The 279th Law Commission Report laid down the grounds for retaining sedition in the current books of laws.
Recommendations of Law Commission
Incorporating the meaning of sedition: The first is that Section 124A of the IPC should be amended to incorporate the meaning of sedition which was laid down by the Supreme Court in Kedar Nath Singh v. State of Bihar in 1962.
Increasing sentence: The second is that the minimum sentence be increased from three to seven years.
FIR after preliminary enquiry: The third is that First Information Reports (FIR) in sedition cases should be registered only after a police officer makes a “preliminary enquiry.”
Issues
No fundamental change: The definition of sedition as the crime of inciting hatred, contempt, and disaffection against the government won't be significantly changed by the proposed revision.
Police power: The Commission's proposal will cover a wide range of actions because the criteria by which the police must now evaluate the act is "mere inclination to violence," when no evidence of violence or even a genuine danger of violence is required.

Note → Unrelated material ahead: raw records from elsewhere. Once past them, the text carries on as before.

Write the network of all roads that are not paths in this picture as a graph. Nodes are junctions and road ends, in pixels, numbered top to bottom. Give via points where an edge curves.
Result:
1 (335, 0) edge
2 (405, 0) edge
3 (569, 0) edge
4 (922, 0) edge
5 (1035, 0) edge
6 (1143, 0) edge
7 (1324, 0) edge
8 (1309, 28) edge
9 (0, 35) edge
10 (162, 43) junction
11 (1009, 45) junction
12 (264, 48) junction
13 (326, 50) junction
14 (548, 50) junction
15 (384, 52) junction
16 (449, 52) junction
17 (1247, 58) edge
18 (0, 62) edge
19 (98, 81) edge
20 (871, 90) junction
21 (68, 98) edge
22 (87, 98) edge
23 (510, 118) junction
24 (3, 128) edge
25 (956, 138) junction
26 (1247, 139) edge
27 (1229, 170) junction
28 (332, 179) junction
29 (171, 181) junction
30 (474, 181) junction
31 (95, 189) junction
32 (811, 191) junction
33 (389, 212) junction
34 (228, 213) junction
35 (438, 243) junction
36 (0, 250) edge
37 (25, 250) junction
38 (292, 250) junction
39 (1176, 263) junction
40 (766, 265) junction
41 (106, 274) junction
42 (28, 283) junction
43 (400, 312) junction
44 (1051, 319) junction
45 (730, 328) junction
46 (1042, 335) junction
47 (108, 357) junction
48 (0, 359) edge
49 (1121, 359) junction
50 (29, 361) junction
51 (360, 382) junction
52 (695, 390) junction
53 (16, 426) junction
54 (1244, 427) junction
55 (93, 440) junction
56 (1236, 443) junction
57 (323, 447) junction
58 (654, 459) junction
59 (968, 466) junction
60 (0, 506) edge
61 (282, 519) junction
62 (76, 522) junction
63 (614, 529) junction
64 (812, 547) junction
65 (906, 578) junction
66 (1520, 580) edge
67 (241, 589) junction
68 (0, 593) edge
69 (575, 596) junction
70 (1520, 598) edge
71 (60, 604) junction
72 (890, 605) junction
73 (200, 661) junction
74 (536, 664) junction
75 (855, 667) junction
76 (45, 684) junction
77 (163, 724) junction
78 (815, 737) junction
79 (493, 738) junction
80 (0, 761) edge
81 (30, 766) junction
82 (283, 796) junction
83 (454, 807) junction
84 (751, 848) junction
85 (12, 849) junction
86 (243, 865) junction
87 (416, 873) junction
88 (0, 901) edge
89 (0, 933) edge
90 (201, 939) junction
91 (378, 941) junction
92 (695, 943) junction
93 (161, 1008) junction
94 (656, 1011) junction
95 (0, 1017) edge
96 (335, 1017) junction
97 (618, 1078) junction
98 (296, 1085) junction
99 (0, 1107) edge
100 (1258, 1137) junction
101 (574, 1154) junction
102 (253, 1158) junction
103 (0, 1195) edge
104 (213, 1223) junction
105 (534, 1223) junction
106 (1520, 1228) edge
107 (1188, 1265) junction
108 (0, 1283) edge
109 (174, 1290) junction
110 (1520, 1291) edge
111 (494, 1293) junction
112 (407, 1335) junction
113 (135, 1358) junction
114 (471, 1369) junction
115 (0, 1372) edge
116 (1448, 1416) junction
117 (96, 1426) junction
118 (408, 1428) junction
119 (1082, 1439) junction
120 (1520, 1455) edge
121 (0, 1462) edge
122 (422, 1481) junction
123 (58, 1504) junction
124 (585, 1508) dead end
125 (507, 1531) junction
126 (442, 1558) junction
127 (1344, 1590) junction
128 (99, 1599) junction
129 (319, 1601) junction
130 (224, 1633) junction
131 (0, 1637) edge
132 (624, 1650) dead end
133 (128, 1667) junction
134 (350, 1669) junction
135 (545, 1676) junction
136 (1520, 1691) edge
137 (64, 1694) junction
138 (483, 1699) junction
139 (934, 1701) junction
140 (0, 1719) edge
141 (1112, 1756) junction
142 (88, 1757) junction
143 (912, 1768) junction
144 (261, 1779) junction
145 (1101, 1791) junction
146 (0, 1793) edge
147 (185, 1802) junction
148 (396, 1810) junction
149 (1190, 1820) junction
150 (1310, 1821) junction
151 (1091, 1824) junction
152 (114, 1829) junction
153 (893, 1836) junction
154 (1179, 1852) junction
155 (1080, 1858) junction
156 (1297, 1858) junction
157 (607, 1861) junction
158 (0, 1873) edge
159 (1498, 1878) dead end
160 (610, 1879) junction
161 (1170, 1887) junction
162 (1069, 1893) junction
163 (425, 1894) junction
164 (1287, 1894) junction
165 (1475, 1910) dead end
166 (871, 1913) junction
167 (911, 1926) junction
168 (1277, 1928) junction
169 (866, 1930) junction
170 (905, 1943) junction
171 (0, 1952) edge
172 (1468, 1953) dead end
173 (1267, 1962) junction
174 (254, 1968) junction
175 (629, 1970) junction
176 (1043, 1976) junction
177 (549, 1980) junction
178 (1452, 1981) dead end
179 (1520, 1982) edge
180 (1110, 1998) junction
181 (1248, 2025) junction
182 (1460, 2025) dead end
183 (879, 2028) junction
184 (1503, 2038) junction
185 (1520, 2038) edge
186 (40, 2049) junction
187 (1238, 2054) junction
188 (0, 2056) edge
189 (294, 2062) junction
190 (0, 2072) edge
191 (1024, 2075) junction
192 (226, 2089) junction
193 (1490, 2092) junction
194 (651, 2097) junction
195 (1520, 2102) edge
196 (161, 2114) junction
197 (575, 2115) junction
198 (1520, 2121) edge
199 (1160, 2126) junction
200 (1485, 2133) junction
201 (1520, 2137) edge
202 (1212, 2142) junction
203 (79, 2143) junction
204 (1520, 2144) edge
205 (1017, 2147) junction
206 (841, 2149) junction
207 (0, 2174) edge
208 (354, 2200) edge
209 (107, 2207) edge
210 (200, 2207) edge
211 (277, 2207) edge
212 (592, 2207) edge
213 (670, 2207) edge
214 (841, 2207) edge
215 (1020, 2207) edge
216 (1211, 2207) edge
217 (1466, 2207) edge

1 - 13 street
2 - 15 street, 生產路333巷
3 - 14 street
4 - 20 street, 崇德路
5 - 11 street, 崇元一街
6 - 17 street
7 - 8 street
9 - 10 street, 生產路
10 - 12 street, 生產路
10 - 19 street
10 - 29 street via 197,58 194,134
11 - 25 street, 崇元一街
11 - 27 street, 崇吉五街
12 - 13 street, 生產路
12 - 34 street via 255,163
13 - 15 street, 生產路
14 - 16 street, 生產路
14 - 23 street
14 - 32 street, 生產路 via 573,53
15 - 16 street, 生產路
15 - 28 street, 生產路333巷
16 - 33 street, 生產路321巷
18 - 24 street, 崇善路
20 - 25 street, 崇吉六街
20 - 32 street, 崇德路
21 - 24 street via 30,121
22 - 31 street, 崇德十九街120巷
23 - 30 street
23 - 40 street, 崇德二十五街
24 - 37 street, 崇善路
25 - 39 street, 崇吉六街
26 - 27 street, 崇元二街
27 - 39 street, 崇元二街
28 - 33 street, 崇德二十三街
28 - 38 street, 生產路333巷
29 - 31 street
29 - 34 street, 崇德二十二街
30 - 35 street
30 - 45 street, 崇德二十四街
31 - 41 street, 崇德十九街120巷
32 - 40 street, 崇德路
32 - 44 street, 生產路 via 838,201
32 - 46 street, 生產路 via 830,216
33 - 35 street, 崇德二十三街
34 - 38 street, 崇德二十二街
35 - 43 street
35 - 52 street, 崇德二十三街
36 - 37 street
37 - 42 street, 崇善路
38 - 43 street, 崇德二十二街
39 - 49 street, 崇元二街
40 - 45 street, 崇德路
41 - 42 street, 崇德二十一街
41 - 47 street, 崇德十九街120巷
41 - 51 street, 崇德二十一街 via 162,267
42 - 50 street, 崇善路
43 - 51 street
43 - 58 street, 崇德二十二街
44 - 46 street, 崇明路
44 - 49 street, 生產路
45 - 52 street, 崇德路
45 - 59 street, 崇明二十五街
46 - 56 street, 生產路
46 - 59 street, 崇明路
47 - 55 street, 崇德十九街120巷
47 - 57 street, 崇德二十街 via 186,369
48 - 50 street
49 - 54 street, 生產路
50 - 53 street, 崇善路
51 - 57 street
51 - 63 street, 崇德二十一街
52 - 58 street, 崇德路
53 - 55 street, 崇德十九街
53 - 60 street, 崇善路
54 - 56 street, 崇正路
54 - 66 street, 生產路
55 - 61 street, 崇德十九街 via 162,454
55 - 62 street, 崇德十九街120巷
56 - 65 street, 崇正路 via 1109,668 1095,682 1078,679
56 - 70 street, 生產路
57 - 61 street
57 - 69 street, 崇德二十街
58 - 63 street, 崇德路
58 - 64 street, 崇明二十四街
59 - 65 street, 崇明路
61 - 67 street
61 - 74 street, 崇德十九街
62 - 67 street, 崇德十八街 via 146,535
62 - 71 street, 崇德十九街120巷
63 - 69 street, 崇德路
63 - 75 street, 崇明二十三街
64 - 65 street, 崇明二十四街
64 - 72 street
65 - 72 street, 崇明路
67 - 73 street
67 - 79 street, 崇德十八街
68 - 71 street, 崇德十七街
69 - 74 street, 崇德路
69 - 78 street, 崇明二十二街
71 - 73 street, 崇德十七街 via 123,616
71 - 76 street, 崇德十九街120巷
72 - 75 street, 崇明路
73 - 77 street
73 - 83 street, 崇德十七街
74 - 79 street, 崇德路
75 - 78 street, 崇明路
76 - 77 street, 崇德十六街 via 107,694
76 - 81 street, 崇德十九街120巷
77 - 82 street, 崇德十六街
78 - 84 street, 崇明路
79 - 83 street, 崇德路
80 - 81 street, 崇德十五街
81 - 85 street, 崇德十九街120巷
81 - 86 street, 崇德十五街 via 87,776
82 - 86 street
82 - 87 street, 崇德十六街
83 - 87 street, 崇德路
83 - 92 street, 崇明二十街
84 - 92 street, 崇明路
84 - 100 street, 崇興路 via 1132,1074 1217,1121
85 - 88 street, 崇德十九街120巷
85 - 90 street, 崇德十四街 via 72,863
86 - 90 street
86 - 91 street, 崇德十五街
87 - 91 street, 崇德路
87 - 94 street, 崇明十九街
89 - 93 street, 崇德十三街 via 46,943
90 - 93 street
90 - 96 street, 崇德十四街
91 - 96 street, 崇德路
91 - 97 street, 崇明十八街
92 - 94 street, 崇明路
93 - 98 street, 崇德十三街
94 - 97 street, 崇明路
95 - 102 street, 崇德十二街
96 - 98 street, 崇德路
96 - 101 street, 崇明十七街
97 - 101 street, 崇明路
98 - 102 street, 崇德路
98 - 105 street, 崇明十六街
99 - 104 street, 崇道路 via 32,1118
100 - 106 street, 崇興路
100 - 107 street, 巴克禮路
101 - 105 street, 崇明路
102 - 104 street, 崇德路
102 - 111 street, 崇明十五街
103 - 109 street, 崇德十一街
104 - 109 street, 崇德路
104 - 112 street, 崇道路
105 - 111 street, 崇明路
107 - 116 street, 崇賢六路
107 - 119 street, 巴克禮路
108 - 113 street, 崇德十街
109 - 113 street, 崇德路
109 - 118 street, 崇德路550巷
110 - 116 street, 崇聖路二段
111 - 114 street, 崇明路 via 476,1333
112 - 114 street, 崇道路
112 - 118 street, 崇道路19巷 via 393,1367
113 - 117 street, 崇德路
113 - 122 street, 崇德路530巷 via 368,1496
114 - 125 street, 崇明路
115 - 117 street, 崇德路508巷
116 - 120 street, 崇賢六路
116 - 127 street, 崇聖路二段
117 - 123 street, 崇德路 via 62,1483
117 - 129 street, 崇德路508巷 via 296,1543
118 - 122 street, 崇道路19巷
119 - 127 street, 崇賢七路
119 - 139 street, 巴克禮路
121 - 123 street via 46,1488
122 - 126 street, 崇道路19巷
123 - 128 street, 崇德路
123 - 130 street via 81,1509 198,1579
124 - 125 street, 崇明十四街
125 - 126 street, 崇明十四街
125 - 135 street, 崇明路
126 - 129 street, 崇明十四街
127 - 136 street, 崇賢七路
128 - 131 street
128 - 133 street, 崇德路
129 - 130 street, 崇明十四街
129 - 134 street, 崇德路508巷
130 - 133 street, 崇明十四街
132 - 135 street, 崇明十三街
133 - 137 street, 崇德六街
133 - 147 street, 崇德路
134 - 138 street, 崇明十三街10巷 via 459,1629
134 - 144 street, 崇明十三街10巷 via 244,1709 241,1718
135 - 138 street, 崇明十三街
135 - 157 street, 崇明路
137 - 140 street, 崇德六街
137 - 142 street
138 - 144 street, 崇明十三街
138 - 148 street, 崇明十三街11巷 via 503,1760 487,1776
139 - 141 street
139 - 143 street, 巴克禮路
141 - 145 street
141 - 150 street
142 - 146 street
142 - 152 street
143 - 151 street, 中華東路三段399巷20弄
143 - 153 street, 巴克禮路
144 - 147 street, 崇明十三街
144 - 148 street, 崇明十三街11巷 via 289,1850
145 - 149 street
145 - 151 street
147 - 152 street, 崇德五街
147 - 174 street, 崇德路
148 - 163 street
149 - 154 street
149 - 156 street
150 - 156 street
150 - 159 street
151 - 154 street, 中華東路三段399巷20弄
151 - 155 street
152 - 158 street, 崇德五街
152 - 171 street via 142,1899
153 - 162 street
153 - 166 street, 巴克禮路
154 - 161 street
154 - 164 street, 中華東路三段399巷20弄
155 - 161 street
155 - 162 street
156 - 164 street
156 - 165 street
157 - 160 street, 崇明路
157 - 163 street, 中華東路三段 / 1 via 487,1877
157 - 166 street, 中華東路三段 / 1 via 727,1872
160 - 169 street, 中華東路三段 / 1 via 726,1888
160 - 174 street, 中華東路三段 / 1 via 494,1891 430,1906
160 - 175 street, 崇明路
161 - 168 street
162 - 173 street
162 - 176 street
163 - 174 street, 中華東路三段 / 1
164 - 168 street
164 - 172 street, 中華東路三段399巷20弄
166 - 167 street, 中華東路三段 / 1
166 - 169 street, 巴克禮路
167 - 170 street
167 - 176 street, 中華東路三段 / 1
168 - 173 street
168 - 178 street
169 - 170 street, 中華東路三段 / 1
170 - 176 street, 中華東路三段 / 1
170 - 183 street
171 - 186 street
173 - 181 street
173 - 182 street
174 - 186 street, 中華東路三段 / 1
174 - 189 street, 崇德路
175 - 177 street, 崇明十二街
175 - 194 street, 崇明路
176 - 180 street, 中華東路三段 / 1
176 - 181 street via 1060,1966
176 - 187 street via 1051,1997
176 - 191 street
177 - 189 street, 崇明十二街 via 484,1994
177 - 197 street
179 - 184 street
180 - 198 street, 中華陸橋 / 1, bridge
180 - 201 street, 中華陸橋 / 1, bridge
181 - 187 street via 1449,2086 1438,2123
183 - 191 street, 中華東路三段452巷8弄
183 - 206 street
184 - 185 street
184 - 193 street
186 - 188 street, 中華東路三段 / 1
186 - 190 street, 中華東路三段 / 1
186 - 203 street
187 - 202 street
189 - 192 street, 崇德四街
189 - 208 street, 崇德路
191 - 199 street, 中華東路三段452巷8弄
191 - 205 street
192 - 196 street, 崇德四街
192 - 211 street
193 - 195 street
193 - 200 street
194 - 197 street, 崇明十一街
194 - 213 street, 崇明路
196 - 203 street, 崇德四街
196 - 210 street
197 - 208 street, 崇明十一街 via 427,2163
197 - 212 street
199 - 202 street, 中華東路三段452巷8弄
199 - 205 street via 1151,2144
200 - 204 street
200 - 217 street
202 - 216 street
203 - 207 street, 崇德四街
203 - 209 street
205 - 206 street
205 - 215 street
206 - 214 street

Ignored global precedent: The Commission ignored developments in other nations that invalidated sedition statutes, claiming that the "ground realities" in those nations vary from those in the United States.
A Colonial law
Suppression of Subjects: Sedition is a colonial law because it creates a relationship of suppression between the political rulers and subjects, one that precludes accountability and a right to question.
Greater discretion: It seems obvious that the intention is to leave it up to the local police officer to determine, for example, whether or not someone holding a sign is "inclined" to encourage violence without actually being a threat.
Social stigma: the person accused of sedition will have to undergo the social stigma of being labelled a ‘traitor’ even before a trial is concluded, face a pre-trial system that favours incarceration over bail.